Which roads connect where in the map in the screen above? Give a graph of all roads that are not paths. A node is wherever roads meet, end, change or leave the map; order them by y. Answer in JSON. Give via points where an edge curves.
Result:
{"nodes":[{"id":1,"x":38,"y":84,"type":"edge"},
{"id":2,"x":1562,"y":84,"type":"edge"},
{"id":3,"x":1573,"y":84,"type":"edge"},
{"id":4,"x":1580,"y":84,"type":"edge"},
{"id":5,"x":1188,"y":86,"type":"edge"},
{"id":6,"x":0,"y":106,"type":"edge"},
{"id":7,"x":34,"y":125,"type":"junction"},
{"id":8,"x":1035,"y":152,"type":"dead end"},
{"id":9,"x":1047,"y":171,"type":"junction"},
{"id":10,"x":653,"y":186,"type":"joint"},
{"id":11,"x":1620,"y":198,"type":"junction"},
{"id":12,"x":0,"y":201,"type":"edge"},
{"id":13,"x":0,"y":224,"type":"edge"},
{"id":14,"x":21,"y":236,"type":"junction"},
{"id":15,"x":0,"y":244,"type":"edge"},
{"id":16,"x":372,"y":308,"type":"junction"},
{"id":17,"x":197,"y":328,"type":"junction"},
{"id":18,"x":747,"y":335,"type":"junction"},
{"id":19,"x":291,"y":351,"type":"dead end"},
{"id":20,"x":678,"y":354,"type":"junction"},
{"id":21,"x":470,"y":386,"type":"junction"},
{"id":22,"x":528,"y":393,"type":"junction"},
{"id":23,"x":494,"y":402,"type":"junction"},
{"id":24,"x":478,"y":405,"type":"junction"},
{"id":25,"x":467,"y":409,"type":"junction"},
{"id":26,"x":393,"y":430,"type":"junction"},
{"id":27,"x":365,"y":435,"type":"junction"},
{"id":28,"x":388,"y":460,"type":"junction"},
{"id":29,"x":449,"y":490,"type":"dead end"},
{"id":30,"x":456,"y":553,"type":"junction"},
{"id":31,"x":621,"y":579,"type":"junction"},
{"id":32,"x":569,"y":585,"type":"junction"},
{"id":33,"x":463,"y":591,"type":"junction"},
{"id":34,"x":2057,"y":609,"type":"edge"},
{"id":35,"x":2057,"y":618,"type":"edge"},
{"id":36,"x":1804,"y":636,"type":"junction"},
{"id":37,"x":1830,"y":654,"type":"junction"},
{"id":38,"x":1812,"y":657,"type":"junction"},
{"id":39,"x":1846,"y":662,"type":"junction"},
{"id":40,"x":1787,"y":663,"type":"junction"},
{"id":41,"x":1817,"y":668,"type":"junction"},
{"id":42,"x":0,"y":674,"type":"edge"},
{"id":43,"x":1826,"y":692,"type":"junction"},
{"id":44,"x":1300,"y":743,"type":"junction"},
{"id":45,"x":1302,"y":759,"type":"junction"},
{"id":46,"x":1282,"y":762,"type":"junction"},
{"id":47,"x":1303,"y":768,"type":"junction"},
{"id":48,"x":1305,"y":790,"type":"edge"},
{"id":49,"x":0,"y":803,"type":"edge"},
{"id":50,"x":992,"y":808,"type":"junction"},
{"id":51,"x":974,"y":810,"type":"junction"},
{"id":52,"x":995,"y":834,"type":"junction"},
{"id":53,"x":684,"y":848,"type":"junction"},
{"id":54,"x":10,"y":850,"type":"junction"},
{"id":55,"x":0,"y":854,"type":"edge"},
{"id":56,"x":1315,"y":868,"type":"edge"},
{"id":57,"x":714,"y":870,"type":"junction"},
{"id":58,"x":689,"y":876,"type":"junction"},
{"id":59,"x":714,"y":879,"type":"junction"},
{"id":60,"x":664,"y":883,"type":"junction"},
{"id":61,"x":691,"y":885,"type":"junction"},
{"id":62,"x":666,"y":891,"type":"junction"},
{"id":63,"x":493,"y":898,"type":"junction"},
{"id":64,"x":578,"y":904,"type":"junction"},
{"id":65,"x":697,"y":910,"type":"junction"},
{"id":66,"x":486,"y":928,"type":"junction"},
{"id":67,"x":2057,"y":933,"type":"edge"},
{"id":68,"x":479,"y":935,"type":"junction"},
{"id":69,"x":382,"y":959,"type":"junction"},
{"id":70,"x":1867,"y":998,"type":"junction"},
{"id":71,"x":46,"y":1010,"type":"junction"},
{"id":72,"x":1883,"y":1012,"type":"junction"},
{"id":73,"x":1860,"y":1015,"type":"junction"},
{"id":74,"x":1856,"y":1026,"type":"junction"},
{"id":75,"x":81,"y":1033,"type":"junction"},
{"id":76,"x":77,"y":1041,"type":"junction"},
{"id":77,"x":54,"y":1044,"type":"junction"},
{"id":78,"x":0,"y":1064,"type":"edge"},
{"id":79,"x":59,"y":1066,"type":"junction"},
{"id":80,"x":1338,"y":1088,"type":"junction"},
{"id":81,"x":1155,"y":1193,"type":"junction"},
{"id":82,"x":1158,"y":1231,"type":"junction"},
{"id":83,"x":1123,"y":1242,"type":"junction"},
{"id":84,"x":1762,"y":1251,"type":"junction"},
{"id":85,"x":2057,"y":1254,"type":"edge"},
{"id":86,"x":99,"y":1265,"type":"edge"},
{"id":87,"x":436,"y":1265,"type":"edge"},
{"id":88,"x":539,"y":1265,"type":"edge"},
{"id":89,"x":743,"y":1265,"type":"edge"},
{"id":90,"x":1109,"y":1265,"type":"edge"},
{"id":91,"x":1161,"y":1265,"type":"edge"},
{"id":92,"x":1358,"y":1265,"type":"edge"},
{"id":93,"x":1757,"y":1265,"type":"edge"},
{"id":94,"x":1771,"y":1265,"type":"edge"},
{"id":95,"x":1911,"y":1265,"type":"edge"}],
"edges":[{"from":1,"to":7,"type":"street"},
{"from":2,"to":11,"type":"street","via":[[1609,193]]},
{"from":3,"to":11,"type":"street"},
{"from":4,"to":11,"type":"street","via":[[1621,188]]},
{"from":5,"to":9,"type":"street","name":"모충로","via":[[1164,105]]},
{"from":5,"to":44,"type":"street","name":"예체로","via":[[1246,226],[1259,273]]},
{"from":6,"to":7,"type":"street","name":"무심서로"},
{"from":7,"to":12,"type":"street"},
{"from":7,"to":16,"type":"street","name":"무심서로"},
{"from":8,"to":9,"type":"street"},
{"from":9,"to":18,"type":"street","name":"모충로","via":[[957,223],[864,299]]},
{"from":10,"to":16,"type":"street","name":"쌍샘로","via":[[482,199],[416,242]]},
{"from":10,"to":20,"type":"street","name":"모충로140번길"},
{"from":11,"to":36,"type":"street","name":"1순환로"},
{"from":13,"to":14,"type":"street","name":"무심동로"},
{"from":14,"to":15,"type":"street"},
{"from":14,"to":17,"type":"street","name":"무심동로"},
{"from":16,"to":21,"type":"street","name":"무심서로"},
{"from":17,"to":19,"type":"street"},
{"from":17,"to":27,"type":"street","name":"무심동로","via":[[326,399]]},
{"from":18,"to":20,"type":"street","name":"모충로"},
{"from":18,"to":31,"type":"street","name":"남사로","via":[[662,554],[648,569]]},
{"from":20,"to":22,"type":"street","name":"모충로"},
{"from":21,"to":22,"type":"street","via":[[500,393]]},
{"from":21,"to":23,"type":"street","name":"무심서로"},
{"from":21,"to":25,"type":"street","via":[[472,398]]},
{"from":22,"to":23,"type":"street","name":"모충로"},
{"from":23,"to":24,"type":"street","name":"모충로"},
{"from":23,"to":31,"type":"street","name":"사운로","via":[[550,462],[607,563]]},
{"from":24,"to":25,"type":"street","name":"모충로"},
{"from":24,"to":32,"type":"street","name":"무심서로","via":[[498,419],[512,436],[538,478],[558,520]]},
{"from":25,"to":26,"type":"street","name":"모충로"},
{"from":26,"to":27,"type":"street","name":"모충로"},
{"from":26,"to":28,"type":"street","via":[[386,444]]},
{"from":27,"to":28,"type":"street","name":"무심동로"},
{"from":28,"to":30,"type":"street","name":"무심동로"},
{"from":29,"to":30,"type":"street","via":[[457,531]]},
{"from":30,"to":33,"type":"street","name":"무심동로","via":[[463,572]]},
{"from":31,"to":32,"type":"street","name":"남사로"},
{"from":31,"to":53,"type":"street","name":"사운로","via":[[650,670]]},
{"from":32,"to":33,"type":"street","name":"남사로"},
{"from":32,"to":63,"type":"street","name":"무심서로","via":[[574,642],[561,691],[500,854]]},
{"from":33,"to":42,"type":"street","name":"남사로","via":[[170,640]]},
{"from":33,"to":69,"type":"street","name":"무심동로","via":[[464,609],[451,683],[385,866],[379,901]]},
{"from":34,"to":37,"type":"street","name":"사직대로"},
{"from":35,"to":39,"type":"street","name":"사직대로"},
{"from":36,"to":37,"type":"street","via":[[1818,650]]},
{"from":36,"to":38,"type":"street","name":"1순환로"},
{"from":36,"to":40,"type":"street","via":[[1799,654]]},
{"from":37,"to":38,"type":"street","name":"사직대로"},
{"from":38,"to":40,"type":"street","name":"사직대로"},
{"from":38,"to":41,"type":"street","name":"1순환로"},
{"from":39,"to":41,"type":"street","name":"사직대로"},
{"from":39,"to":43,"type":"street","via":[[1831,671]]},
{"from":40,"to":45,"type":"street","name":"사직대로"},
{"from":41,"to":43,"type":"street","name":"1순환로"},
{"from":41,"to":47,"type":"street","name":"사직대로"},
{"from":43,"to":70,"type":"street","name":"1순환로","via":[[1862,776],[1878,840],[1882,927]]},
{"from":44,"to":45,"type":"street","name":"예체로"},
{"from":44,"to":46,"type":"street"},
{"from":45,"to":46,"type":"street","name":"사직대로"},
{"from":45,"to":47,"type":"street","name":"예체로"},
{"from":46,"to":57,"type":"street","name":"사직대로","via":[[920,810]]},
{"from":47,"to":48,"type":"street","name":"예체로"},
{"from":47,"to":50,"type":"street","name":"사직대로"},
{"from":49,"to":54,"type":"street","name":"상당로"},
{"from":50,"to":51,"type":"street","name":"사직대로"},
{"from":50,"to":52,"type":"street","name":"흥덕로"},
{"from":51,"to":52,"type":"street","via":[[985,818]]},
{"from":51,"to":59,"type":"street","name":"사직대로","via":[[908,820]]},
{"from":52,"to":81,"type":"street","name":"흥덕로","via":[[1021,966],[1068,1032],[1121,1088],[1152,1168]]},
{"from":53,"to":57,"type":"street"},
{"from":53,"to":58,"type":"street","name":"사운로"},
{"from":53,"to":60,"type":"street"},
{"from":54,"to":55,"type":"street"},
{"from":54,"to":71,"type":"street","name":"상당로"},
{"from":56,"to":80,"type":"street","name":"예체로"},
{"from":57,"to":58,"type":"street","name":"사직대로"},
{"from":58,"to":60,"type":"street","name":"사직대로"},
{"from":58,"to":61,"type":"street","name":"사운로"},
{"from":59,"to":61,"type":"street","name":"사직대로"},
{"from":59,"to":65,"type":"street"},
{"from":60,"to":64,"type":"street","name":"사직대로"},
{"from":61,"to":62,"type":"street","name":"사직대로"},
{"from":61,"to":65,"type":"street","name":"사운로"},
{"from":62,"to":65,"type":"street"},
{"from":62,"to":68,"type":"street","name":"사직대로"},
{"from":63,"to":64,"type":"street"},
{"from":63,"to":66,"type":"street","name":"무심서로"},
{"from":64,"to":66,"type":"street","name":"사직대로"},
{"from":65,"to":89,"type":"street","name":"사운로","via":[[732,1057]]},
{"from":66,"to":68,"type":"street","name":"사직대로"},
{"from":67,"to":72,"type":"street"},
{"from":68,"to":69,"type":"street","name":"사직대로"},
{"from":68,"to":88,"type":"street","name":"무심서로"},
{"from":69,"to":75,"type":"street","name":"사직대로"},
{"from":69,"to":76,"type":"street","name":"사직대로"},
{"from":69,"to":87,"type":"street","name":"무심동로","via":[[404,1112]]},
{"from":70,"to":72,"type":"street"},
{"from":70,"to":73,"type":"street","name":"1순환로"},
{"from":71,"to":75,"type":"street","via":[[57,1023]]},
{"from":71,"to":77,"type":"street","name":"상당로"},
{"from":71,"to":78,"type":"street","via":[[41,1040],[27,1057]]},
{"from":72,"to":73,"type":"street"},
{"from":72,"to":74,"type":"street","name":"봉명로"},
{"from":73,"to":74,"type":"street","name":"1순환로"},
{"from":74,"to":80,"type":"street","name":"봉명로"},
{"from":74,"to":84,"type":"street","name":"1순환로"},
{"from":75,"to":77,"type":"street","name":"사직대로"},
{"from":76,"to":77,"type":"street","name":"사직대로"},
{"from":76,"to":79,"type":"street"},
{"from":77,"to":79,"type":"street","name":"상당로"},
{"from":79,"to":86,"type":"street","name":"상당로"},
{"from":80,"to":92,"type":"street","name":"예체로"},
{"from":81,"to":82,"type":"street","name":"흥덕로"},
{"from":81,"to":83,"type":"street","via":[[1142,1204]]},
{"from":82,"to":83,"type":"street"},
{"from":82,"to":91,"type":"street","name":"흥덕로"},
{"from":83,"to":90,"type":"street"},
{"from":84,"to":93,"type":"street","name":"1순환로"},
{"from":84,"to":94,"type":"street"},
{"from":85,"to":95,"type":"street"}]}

• DESCRIPTION OF THE TASK:
Whenever a line above includes the string "무심동로", copy it.

• WORKED SOLUTION:
{"from":13,"to":14,"type":"street","name":"무심동로"},
{"from":14,"to":17,"type":"street","name":"무심동로"},
{"from":17,"to":27,"type":"street","name":"무심동로","via":[[326,399]]},
{"from":27,"to":28,"type":"street","name":"무심동로"},
{"from":28,"to":30,"type":"street","name":"무심동로"},
{"from":30,"to":33,"type":"street","name":"무심동로","via":[[463,572]]},
{"from":33,"to":69,"type":"street","name":"무심동로","via":[[464,609],[451,683],[385,866],[379,901]]},
{"from":69,"to":87,"type":"street","name":"무심동로","via":[[404,1112]]},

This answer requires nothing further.